In 1899, Bivins was one of the contributors to the book, Under the Fire with the Tenth U.S. Cavalry, covering the experiences of the 10th Cavalry in the war.

After serving at a number of posts, including the Philippines, Bivins retired from the army in 1913. He had "distinguished himself as a national revolver and carbine marksmanship champion, proudly wearing his many awards." During an examination of Army records at some point after the establishment of the Distinguished Pistol Program in 1903, Army personnel determined that then Corporal Horace Waymon Bivins, then assigned to Troop B, 10th U.S. Cavalry Regiment, had won at least three pistol marksmanship championship awards, accomplishing this in 1894. This qualified him for the newly established Distinguished Pistol badge. He was retroactively awarded the first Army Distinguished Pistol Shot badge for his distinction in marksmanship competition. Bivins is the only shooter to have been retroactively awarded the medal for accomplishments before 1903. In 1894 Corporal Bivins had also been awarded the United States Army Distinguished Rifle Badge and, in doing so, became the first United States Army Double Distinguished Shooter, an extremely rare honor.

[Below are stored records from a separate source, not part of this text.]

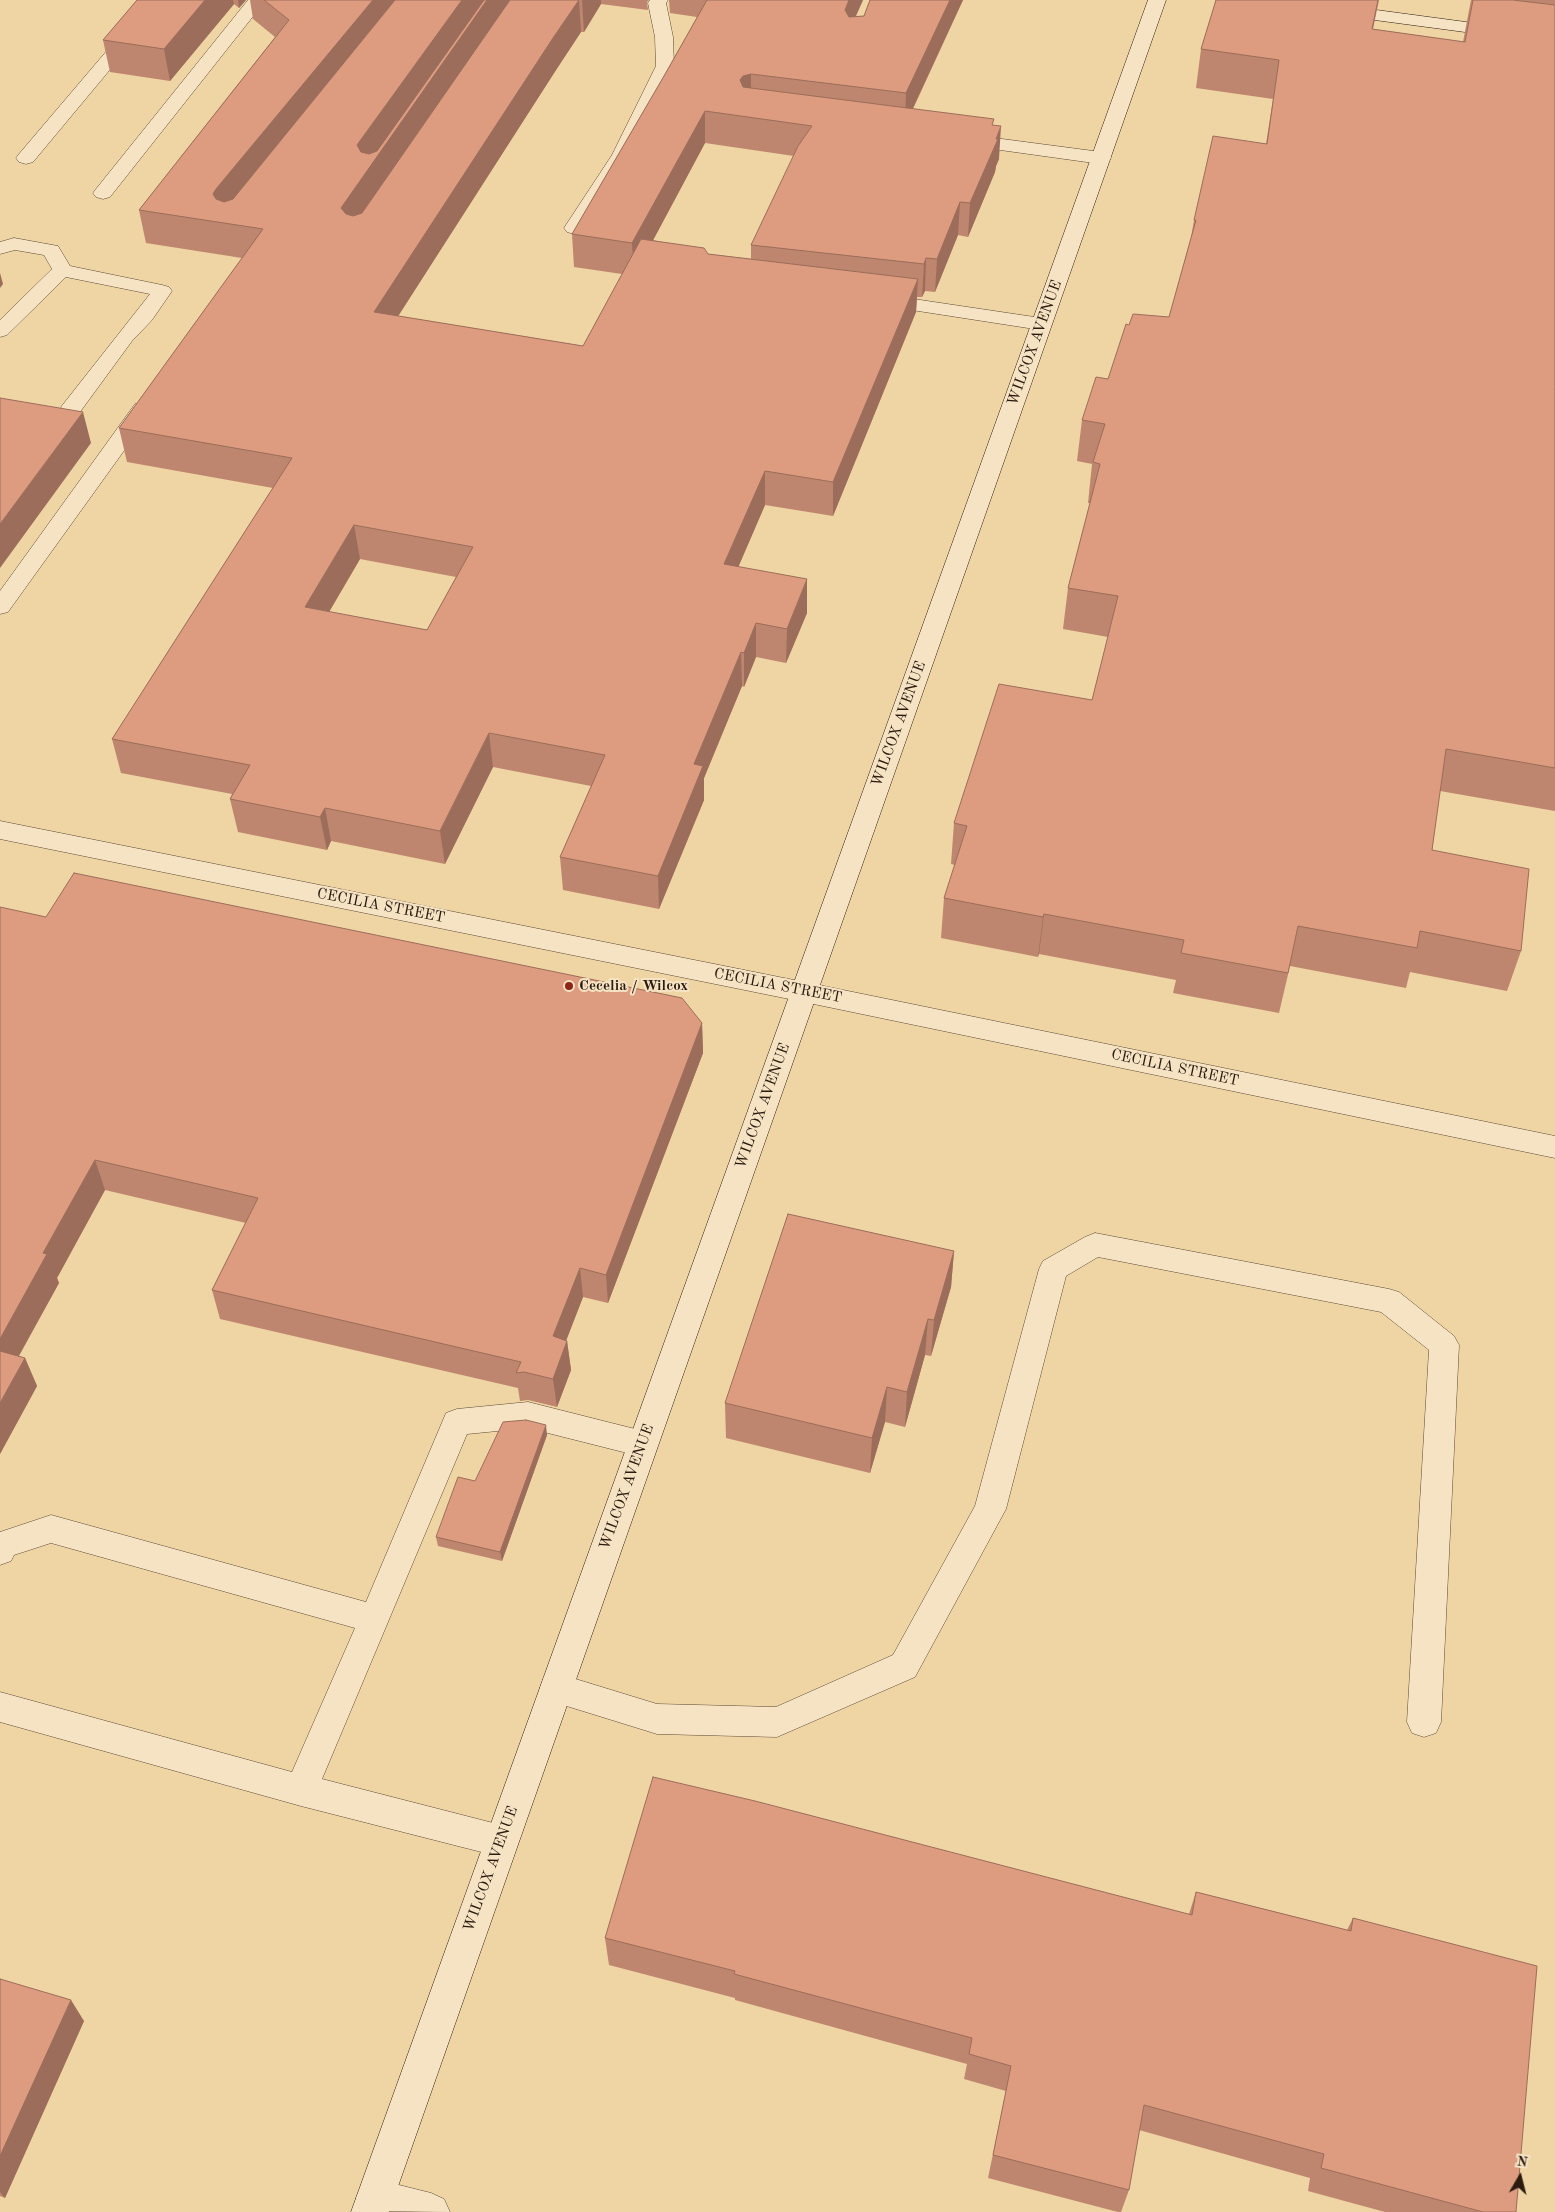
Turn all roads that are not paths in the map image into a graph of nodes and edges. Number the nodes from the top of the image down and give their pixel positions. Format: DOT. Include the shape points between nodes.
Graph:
graph roads {
  1 [pos="159,0"];
  2 [pos="257,0"];
  3 [pos="659,0"];
  4 [pos="1157,0"];
  5 [pos="1262,0"];
  6 [pos="1555,39"];
  7 [pos="946,138"];
  8 [pos="26,158"];
  9 [pos="1101,158"];
  10 [pos="103,193"];
  11 [pos="574,228"];
  12 [pos="0,248"];
  13 [pos="62,270"];
  14 [pos="862,298"];
  15 [pos="1042,324"];
  16 [pos="0,331"];
  17 [pos="157,389"];
  18 [pos="72,407"];
  19 [pos="0,606"];
  20 [pos="0,830"];
  21 [pos="804,992"];
  22 [pos="1555,1147"];
  23 [pos="643,1444"];
  24 [pos="0,1551"];
  25 [pos="375,1619"];
  26 [pos="556,1688"];
  27 [pos="0,1706"];
  28 [pos="1424,1722"];
  29 [pos="301,1790"];
  30 [pos="501,1841"];
  31 [pos="372,2205"];
  32 [pos="431,2212"];
  1 -- 8 [label="street"];
  2 -- 10 [label="street"];
  3 -- 11 [label="street" via="665,66 621,155"];
  4 -- 9 [label="street, WILCOX AVENUE"];
  5 -- 6 [label="street"];
  7 -- 9 [label="street"];
  9 -- 15 [label="street, WILCOX AVENUE"];
  12 -- 13 [label="street" via="14,244 51,250"];
  13 -- 16 [label="street"];
  13 -- 18 [label="street" via="162,291"];
  14 -- 15 [label="street"];
  15 -- 21 [label="street, WILCOX AVENUE"];
  17 -- 19 [label="street"];
  20 -- 21 [label="street, CECILIA STREET"];
  21 -- 22 [label="street, CECILIA STREET"];
  21 -- 23 [label="street, WILCOX AVENUE"];
  23 -- 25 [label="street" via="528,1415 457,1422"];
  23 -- 26 [label="street, WILCOX AVENUE"];
  24 -- 25 [label="street" via="3,1545 51,1529"];
  25 -- 29 [label="street"];
  26 -- 28 [label="street" via="657,1718 777,1722 904,1666 990,1509 1053,1268 1094,1244 1389,1301 1444,1344"];
  26 -- 30 [label="street, WILCOX AVENUE"];
  27 -- 29 [label="street"];
  29 -- 30 [label="street"];
  30 -- 31 [label="street, WILCOX AVENUE"];
  31 -- 32 [label="street"];
}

Bivins briefly returned to active duty in 1918 upon the entry of the United States into World War I. Promoted to Captain, he served at Camp Dix, New Jersey, for a six-month period. He retired again in 1919, moving to Billings, Montana, where he lived with his wife, Claudia Browning, who died in 1943 in Billings. In the late 1940s Captain Bivins moved to Philadelphia. He died December 4, 1960, at the age of 94. He is buried at Baltimore National Cemetery.